Sahas does not so much chart individual moments of reception as observe parallel developments. But, taken together, these cases offer a salutary reminder that ‘Islam’ and ‘Christianity’ are not mutually exclusive systems, but have frequently intertwined and informed one another's development. These essays anticipate recent work in Islamic Studies that has stressed the ability of non-Muslims to influence the evolution of Islam, even when they ask critical or polemical questions.
However, the articles in the collection have not been updated since their original publication. In several cases they have been superseded by more recent literature: the work of Phil Booth on Maximus the Confessor and Sophronius; that of Tom Sizgorich on Christian and Muslim asceticism and violence; that of Fergus Millar, Greg Fisher and Peter Webb on the Arabs; James Howard-Johnston on the wars of the early seventh century and the many works of Sidney Griffith, David Thomas and their students on John of Damascus and on Christian-Muslim relations more generally. Of course, Sahas cannot be faulted for this boom in scholarship, but I thought that these later developments could have stimulated a re-thinking of older ideas, or at least the selection of articles for reprinting. After all, as Sahas notes in his introduction, online repositories make finding older articles much easier, especially for articles such as these that are long clear of any embargo. In the absence of rewriting, I was unsure what the purpose was in simply reprinting the articles.
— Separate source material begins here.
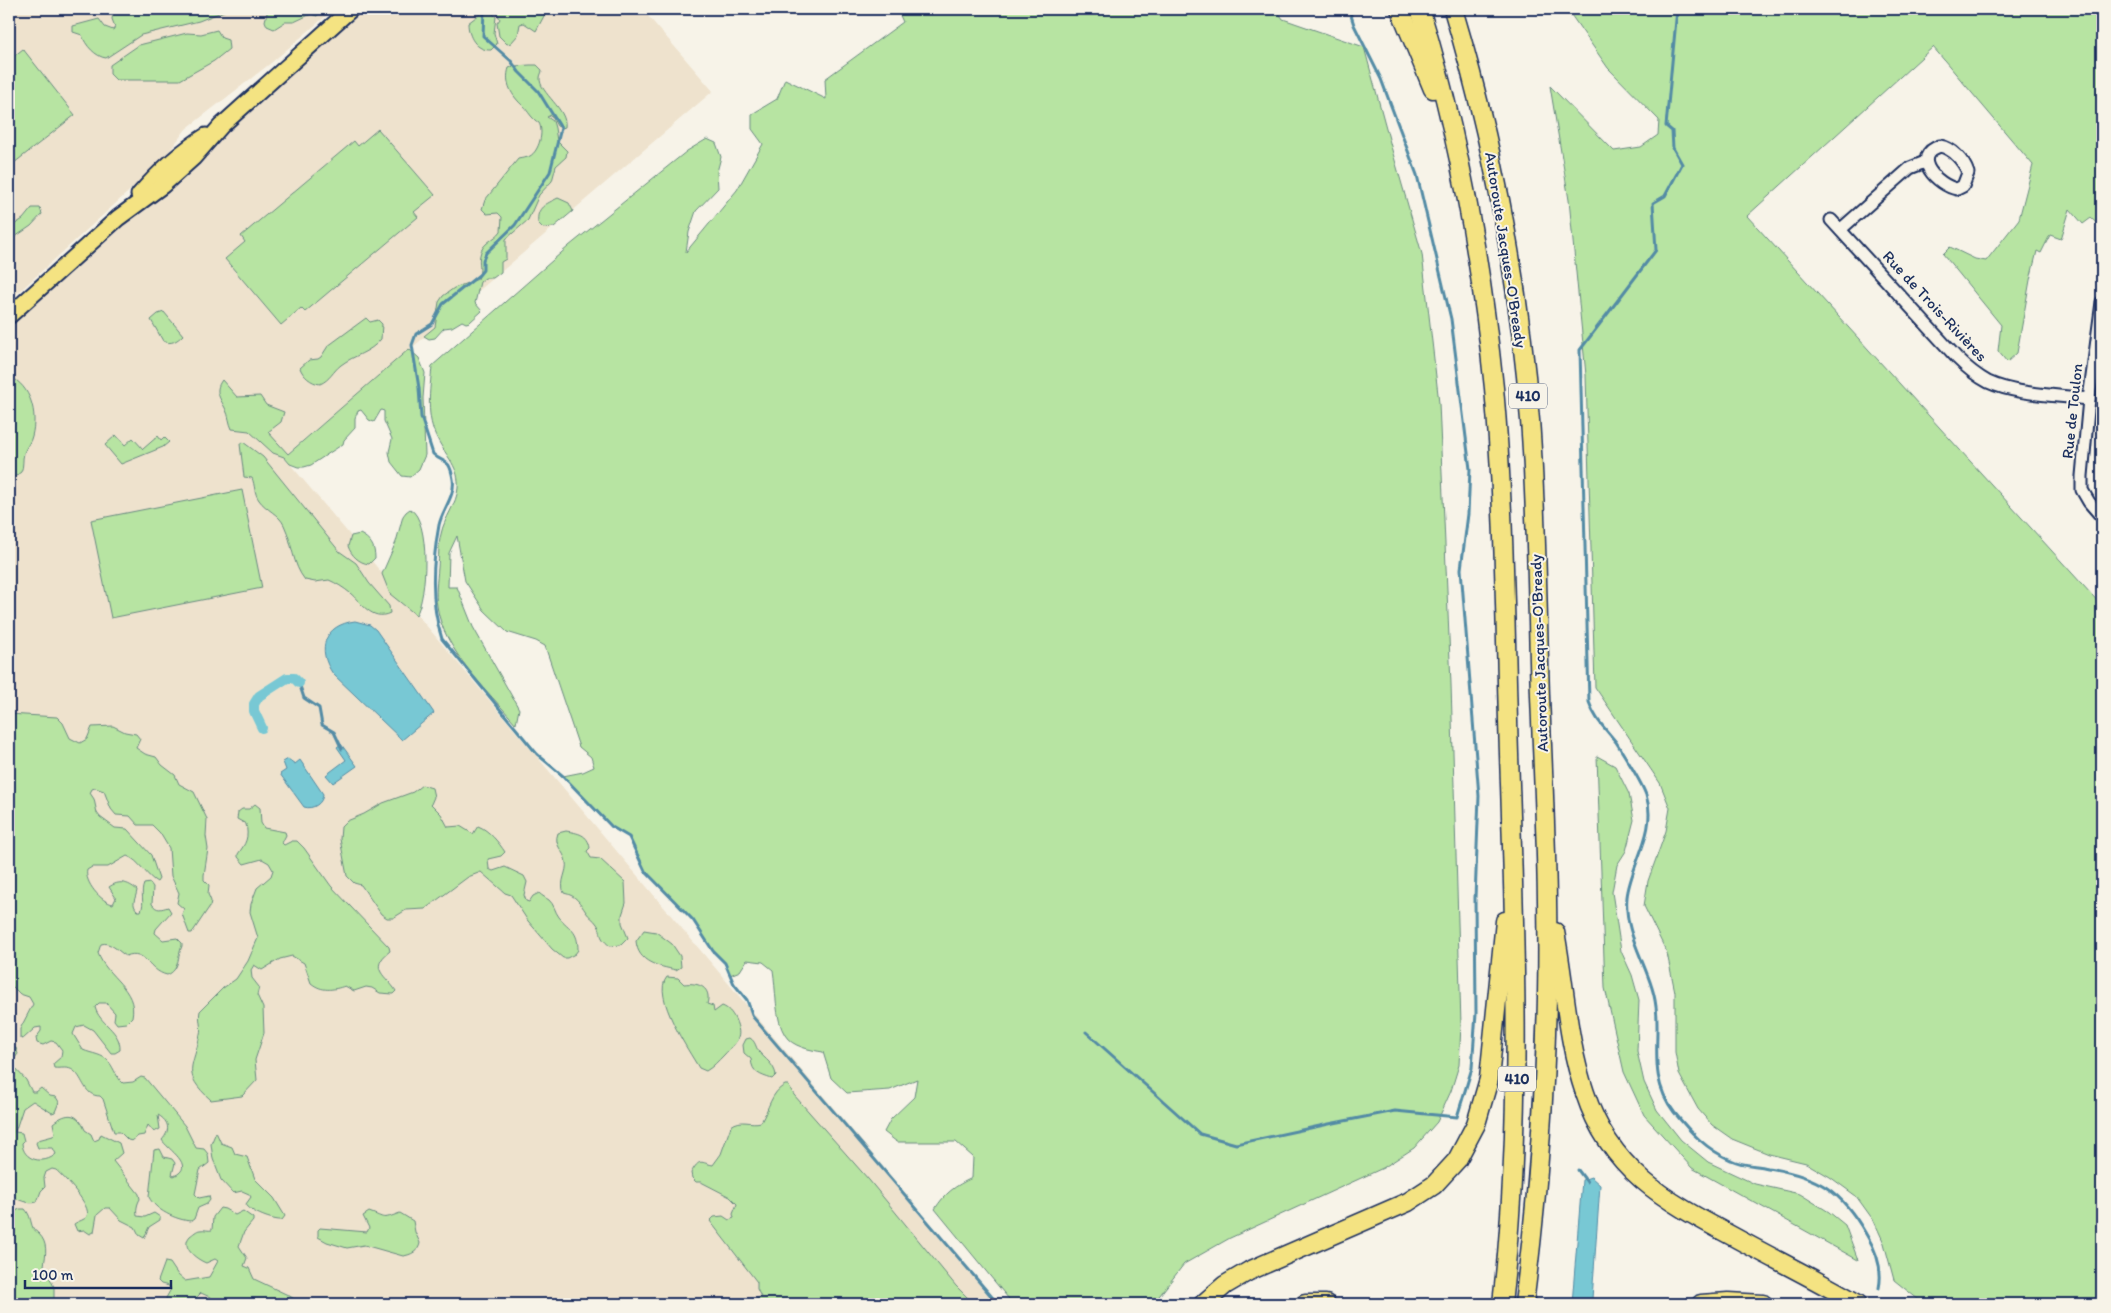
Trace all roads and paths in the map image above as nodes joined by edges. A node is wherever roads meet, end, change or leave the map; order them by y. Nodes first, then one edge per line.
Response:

In a number of cases I reacted very strongly to Sahas's ethnic essentialism. We are told that that John of Damascus was ‘an Arab intellectual’ (p. 350), working in ‘an indigenous Semitic tradition’ (p. 356); that John enjoyed such an influence among Muslims because of his Semitic ancestry and Syrian culture’ (p. 377). The idea that ancestry should explain ideas is obviously highly problematic in general terms. But we can add that to describe John as Arabophone does not let us call him an Arab, since, in the eighth century, the term was closely linked to dress and lineage (and often to Muslim religion as well). We can speak of Christian Arabs to describe groups like the Taghlib and the Tanukh, and they caused problems for Muslim jurists who were unsure of where to place them. But I am not aware of any contemporary evidence of John claiming an Arab identity for himself.
There were also several points where Sahas supports ideas that have since been disproved. There is no contemporary evidence that Miaphysites actively supported the Arab conquests (p. 103 n. 17). And in arguing the Heraclius’ experiments with Monotheletism ‘rekindled’ Miaphysitism in Syria (p. 263), Sahas seems to reproduce polemical statements by Theophanes, which ignore Monotheletism's real successes in the seventh century. Historians would be less willing to describe the Christian community as shrinking in the eighth century (p. 332): the tipping point for Christians here probably only came after the First Crusade. The term ‘Syrian Orthodox’, which Sahas uses to describe the Chalcedonian John of Damascus (p. 363), is normally used for Miaphysites (including the modern Syrian Orthodox Church). Likewise, the historian Eutychius of Alexandria was not a Miaphysite, but a Chalcedonian (p. 145, though he is correctly identified at p. 364 n. 32).